Rapor ayrıca uyuşturucu kullananların sayısının 2004’te, bir yıl önceye göre 15 milyon arttığını da ortaya koydu.

Bu istatistiki bilgileri kısaca özetledikten sonra ifâde edelim ki, herkesçe bilindiği gibi, Peygamberler tarihini incelediğimizde, hepsinin gayelerinin, yüksek ahlâklı iyi insanlar, âileler ve cemiyetler meydana getirmek olduğunu görüyoruz. Zâten bizim dînimizde, târihimizde, kültür ve medeniyetimizde eğitimden maksat da “iyi insan”, orijinal ismiyle söylemek gerekirse “insân-ı kâmil” meydâna getirmektir.

Aslında Hazret-i Adem’den itibâren gelmiş-geçmiş bulunan 6 “ülü’l-azim” peygamber, 313 “resûl”, 124 binden ziyâde “nebî”nin eğitimdeki hedefleri aynıdır. 100’ü küçük 4’ü büyük kitap olmak üzere, bu peygamberlerden bazılarına gönderilen 104 kitaptaki hedef de, altını çizerek ifâde edelim ki, insanların dünyâda huzûr ve sükûn içerisinde yaşamaları, âhirette de ebedi saâdete kavuşmalarıdır.

Burada hemen büyük İslâm âlimi İmâm Gazâlî’nin bir sözünü hatırlıyoruz. Buyuruyor ki: “İnsanlar üç gruptur. Birinci grup gıdâ gibidir, herkese her zaman lâzımdır. İkinci grup devâ (ilaç) gibidir, bazı insanlara bazen lâzım olur.

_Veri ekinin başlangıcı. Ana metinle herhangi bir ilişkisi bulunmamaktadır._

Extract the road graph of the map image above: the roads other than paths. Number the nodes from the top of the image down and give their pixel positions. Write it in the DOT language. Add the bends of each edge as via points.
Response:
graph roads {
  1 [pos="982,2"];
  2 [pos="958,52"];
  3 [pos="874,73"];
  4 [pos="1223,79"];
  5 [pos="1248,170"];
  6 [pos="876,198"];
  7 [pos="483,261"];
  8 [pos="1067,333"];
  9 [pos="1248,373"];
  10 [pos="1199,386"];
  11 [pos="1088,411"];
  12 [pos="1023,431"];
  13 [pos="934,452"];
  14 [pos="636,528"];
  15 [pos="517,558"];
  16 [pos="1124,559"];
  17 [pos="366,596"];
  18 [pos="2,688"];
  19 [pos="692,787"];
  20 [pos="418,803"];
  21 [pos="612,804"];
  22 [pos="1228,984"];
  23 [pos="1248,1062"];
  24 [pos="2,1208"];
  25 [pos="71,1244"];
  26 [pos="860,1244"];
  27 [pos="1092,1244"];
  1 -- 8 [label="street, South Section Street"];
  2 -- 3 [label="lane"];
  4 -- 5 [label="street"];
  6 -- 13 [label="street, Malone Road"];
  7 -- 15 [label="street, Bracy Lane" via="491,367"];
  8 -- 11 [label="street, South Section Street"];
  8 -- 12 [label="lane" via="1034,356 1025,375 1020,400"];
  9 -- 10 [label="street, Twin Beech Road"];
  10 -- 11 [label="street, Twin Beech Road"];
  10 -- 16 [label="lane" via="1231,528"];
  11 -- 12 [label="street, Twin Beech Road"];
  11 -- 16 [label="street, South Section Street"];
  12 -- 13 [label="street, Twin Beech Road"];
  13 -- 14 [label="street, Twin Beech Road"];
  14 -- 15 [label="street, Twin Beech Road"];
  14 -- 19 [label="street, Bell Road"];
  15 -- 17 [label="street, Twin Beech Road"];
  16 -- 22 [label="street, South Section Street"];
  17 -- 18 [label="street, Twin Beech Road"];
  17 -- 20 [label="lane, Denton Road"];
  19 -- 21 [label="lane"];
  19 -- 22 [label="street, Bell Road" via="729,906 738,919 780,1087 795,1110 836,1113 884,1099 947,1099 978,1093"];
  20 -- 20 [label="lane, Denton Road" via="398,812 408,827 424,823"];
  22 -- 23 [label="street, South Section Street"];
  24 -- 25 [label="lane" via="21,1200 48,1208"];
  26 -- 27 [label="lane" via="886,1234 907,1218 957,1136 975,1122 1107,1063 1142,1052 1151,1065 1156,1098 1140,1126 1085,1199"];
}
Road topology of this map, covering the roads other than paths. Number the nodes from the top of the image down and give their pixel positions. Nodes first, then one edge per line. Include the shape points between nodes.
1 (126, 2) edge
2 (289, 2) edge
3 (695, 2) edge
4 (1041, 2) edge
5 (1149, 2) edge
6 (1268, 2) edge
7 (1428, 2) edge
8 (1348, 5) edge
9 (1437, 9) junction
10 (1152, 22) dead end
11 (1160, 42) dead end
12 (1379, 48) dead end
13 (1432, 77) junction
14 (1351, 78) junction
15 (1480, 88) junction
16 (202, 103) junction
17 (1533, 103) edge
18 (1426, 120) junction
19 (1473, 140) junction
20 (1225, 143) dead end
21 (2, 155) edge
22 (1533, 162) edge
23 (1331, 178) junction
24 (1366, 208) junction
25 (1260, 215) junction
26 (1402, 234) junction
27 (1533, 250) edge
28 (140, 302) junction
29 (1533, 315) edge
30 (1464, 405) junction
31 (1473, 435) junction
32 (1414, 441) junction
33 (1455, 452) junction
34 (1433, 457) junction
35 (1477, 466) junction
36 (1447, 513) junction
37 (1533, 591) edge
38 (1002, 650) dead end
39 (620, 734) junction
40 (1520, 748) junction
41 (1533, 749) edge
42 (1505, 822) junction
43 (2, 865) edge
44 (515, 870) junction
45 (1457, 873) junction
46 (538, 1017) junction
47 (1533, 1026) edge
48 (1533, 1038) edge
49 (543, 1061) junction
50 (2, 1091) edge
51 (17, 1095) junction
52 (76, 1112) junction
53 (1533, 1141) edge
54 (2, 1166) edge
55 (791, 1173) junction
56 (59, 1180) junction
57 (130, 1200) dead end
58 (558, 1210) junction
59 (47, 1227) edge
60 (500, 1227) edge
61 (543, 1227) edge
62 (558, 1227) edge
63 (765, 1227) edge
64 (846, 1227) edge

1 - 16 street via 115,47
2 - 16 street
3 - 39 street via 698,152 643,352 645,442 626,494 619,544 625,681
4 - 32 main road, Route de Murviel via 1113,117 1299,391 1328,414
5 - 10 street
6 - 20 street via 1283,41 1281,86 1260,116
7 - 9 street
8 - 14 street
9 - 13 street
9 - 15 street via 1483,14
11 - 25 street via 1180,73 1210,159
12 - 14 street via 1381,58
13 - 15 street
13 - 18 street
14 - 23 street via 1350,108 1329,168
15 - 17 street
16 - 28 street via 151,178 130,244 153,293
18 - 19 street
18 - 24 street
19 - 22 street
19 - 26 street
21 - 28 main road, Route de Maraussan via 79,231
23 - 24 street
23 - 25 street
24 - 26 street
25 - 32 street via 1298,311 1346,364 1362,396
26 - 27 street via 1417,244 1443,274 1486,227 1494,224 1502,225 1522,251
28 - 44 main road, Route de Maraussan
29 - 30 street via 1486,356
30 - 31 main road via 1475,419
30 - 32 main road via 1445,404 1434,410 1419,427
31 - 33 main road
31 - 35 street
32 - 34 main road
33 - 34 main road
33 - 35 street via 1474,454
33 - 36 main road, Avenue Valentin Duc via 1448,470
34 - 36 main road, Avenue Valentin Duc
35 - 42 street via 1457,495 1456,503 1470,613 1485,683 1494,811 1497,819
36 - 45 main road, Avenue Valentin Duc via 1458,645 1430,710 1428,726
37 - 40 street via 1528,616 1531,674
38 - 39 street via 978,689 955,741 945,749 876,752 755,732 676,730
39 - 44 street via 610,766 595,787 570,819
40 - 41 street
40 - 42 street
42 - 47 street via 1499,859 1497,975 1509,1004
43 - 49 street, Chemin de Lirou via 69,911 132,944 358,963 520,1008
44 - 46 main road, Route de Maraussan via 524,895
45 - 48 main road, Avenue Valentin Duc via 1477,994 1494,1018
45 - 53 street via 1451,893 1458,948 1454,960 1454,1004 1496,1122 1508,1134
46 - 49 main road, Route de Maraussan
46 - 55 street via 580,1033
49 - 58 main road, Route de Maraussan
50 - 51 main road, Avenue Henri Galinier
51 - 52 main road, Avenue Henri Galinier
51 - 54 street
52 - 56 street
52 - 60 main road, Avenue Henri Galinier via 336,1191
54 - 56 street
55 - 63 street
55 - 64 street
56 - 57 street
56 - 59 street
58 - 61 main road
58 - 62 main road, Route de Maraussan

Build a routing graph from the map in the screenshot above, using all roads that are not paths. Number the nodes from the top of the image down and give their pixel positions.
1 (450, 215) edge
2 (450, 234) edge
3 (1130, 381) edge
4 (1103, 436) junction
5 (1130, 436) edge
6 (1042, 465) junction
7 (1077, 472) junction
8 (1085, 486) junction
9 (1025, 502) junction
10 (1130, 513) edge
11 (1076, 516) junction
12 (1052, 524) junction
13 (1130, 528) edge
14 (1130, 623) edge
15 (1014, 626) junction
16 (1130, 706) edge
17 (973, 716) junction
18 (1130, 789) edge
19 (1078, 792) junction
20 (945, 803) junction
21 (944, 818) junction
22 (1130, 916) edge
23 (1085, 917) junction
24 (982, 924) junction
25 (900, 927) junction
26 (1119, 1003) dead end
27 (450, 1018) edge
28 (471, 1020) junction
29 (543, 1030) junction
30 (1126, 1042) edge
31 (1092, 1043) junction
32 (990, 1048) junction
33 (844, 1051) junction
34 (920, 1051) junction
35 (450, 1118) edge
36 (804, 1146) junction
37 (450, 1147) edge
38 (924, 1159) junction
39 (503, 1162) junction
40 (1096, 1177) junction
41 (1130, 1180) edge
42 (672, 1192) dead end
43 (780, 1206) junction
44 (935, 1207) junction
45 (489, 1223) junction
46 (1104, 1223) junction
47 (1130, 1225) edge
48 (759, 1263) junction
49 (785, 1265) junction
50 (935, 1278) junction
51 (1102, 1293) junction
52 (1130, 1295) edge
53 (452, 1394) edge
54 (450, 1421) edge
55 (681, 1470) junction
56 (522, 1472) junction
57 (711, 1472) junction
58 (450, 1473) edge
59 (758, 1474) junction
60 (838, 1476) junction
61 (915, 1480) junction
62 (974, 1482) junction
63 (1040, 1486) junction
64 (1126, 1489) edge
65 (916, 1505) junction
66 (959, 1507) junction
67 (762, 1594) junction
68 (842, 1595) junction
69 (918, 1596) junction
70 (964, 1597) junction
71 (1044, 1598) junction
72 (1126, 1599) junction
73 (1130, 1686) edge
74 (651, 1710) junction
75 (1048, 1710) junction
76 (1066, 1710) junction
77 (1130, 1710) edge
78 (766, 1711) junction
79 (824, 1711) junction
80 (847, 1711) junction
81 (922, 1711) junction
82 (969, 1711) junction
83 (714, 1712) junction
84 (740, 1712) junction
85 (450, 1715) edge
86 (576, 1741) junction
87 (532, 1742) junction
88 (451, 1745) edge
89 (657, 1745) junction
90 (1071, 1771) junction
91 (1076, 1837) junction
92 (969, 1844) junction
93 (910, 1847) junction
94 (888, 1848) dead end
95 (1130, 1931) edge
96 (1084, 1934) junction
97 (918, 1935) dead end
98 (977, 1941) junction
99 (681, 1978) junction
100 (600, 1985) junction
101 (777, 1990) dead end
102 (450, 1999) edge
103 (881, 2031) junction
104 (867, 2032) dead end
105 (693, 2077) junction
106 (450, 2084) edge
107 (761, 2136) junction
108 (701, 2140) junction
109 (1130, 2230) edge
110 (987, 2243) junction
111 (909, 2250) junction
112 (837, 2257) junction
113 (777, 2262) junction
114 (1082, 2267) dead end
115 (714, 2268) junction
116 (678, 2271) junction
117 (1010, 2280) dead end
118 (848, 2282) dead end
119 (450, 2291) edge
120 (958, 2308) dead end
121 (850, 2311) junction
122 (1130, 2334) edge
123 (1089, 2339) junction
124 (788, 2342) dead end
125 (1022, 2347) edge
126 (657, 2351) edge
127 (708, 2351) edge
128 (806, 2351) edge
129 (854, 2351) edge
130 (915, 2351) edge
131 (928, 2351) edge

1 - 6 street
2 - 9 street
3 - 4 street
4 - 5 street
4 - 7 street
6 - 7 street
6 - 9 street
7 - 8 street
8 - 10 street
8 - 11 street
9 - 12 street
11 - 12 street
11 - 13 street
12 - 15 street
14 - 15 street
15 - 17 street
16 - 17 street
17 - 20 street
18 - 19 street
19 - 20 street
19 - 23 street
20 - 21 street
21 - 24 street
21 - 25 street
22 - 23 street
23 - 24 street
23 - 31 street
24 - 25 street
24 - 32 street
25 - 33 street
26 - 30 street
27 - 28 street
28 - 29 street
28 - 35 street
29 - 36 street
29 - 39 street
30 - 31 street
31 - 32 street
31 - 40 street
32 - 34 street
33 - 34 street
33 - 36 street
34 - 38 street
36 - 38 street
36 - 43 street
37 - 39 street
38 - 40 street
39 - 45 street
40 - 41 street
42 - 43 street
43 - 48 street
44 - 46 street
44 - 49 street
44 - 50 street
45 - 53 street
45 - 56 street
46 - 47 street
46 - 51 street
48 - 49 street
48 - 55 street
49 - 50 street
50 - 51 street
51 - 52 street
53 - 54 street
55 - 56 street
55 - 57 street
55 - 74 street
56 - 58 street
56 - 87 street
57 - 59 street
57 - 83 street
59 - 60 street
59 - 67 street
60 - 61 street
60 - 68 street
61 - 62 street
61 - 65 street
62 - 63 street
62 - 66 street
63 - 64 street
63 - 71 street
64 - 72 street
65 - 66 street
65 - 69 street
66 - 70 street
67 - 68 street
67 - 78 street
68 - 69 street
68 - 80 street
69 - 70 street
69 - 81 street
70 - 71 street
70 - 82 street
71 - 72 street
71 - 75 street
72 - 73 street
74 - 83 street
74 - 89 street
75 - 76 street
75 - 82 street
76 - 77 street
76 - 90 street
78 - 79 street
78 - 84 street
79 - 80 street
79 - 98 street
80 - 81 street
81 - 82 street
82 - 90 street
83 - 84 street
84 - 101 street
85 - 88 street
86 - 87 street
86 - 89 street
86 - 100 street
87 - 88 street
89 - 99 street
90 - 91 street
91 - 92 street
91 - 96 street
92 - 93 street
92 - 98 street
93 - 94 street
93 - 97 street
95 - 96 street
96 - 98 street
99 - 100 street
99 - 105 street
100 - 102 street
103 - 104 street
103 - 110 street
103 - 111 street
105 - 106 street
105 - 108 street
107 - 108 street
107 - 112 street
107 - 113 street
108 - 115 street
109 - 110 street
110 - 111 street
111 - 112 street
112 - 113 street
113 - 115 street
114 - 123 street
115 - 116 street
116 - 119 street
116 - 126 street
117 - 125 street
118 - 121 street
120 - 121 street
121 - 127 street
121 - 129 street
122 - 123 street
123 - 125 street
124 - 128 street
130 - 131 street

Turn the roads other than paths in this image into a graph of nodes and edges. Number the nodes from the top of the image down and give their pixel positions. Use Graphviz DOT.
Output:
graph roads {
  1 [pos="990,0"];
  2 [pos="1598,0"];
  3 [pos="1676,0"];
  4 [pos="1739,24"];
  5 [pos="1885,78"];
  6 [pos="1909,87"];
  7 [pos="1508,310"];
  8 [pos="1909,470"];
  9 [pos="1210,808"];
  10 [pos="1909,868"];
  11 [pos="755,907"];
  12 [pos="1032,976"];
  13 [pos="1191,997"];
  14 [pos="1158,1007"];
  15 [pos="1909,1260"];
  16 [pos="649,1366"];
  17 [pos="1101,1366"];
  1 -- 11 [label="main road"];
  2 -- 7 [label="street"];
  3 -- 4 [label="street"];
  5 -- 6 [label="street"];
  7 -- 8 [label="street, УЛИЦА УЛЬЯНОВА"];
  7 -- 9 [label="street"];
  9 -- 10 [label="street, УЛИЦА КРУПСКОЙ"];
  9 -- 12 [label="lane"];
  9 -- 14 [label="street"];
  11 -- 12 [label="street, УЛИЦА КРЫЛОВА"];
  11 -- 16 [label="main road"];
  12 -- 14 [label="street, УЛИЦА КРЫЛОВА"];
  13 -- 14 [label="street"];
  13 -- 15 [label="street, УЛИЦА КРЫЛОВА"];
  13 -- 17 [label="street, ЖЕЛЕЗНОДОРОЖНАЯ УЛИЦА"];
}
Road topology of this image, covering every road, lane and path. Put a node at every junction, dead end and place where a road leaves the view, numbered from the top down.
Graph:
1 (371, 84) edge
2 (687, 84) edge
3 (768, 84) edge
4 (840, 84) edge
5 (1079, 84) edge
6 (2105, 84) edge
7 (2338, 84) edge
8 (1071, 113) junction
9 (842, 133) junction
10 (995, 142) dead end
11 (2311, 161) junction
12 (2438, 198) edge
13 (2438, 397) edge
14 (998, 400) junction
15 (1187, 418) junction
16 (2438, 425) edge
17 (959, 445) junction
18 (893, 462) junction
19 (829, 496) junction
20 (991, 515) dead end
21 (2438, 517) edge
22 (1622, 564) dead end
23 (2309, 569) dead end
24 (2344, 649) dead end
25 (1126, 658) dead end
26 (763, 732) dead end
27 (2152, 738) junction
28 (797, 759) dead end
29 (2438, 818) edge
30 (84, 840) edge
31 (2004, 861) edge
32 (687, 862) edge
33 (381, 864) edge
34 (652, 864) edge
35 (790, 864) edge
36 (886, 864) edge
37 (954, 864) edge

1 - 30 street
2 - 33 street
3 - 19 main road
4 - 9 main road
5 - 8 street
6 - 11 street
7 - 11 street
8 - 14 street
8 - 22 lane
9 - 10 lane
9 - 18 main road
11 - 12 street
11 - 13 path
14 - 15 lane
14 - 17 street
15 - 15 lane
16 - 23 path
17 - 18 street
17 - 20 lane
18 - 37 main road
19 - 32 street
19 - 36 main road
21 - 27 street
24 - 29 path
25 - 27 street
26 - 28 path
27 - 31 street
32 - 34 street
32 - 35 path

Üçüncü grup ise illet (maraz, dert, hastalık) gibidir, herkes ondan kaçar, ama o, insanlara bulaşır.”

Bütün peygamberler ve onların vârisleri olan İslâm âlimleri ve evliyâ-yı kirâm, hep gıdâ gibi, bütün insanlara lâzım olan fertler, âileler ve cemiyetler teşkil etmek için uğraşmışlardır.

Makalemizin sonunda belirtelim ki, son peygamber olan Hazret-i Muhammed’in (sallallahü aleyhi ve sellem), 150 bin mübârek insan, güzîde sahâbe, “hayırlı ümmet” meydâna getirmesi, onların da 50 sene gibi çok kısa zaman zarfında gâyet mahdût imkânlarla Endülüs’ten Çin’e kadar olan geniş coğrafî bölgeleri fethedip  oralara ilim, irfân, ahlâk, fazîlet, adâlet, medeniyet, nûr ve hidâyet götürmeleri  konusu ciddiyetle incelenmesi gereken bir konudur.